>>>
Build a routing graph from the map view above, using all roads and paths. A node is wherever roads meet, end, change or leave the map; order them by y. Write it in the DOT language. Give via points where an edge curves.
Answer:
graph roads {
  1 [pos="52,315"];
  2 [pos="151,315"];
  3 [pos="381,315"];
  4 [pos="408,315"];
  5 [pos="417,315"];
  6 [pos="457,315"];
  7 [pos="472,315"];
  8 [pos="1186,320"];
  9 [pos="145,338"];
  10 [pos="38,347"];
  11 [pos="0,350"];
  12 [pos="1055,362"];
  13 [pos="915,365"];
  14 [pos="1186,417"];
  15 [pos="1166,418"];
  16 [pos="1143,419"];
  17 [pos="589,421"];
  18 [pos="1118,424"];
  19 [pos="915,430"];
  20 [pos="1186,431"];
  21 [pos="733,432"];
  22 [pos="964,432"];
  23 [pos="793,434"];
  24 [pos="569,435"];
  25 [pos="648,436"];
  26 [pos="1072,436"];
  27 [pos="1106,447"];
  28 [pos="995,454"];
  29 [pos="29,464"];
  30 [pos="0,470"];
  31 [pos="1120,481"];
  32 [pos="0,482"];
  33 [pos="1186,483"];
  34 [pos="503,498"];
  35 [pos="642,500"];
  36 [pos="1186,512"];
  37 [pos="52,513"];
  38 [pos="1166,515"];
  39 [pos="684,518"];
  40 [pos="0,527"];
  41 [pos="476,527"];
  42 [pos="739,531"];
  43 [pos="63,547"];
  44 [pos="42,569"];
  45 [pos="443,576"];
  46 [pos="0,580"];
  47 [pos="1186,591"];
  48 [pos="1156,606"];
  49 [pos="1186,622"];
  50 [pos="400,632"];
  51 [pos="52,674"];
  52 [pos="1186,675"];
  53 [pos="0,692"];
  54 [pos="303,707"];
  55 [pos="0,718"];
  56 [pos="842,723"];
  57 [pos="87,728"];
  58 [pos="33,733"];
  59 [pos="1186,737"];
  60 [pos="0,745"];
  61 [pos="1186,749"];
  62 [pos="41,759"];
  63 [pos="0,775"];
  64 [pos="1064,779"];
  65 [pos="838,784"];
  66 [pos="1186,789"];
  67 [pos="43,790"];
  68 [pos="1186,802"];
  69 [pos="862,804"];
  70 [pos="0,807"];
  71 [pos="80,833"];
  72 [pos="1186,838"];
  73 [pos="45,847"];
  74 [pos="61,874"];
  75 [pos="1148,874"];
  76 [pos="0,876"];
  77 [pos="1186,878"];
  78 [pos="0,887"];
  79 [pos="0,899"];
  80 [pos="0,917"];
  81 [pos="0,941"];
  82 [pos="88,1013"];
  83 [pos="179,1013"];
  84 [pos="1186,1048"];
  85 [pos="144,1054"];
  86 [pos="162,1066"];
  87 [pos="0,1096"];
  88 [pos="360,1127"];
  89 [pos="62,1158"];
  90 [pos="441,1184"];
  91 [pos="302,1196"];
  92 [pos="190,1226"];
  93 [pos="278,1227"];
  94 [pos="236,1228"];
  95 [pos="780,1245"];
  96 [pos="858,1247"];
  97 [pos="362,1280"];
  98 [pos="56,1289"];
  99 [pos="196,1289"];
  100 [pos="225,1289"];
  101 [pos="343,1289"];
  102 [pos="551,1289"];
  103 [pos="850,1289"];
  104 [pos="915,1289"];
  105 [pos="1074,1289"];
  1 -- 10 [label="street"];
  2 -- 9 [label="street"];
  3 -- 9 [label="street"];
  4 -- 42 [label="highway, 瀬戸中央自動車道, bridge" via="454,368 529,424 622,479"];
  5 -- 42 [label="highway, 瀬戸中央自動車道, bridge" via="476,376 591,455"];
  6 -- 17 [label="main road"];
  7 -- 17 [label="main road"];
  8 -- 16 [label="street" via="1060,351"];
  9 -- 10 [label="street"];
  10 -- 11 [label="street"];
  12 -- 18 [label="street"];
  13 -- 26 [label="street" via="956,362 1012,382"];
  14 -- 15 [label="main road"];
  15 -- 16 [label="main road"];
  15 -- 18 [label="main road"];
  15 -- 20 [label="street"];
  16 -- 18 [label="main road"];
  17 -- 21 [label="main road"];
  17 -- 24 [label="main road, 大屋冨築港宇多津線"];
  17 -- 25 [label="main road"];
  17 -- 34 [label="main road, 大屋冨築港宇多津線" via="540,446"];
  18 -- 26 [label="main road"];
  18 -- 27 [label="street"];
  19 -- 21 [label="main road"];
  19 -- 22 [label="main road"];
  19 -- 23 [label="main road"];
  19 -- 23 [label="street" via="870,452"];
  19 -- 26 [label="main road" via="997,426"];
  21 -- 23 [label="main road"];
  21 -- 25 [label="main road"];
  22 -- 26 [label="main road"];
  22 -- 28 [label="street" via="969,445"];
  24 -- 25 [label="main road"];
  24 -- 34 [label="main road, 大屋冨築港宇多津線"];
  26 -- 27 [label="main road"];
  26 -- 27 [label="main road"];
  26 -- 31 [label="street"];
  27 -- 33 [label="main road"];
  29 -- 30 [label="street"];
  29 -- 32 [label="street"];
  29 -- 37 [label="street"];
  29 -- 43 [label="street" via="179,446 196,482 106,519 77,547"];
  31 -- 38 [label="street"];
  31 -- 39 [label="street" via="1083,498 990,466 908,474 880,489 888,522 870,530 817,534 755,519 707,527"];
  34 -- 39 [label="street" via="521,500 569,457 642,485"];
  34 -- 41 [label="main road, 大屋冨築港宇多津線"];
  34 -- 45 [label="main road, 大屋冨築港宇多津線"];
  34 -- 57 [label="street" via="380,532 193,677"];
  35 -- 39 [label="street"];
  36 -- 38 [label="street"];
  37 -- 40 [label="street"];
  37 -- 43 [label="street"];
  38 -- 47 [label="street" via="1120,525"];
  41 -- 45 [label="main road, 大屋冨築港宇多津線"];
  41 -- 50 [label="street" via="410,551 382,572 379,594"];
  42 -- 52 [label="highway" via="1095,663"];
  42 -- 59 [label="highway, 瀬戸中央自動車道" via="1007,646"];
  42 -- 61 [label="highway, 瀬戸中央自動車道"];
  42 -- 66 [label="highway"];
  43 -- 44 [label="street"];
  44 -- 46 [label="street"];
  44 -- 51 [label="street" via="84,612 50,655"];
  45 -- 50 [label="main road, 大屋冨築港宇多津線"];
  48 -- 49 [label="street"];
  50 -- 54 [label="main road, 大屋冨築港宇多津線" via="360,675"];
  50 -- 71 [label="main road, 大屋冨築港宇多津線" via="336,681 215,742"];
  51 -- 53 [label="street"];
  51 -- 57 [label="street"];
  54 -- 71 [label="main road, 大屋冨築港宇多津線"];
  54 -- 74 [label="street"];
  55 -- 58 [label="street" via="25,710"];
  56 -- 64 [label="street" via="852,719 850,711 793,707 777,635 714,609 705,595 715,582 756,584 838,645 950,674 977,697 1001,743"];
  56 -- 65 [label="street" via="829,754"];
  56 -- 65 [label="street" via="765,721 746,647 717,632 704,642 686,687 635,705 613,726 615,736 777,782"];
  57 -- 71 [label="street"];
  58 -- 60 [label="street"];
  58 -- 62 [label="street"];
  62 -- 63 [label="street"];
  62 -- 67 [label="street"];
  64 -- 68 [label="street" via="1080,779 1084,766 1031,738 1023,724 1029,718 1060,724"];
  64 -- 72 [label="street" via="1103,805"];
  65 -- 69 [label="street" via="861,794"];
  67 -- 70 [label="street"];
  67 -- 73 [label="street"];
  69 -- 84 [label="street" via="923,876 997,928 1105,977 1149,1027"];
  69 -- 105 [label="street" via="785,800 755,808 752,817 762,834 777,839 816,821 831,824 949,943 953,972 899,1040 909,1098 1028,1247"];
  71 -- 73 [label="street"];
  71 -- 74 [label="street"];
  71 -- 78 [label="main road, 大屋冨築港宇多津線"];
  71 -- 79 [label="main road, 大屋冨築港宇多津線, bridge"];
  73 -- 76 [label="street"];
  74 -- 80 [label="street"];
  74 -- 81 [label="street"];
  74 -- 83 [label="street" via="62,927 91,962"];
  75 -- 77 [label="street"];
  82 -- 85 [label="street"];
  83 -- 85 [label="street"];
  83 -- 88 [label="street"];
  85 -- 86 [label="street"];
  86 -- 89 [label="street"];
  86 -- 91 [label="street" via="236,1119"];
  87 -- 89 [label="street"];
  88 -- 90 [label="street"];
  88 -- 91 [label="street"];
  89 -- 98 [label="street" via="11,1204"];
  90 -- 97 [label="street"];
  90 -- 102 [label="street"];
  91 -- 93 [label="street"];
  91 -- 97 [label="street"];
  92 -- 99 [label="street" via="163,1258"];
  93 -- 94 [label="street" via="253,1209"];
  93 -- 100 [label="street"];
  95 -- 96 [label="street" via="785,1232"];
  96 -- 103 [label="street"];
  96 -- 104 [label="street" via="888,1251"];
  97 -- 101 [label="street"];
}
<<<
◆ **REQUIRED ACTION**
Go through the material above, and wherever a line holds the word "highway", copy it.

◆ **RESPONSE AREA**
  4 -- 42 [label="highway, 瀬戸中央自動車道, bridge" via="454,368 529,424 622,479"];
  5 -- 42 [label="highway, 瀬戸中央自動車道, bridge" via="476,376 591,455"];
  42 -- 52 [label="highway" via="1095,663"];
  42 -- 59 [label="highway, 瀬戸中央自動車道" via="1007,646"];
  42 -- 61 [label="highway, 瀬戸中央自動車道"];
  42 -- 66 [label="highway"];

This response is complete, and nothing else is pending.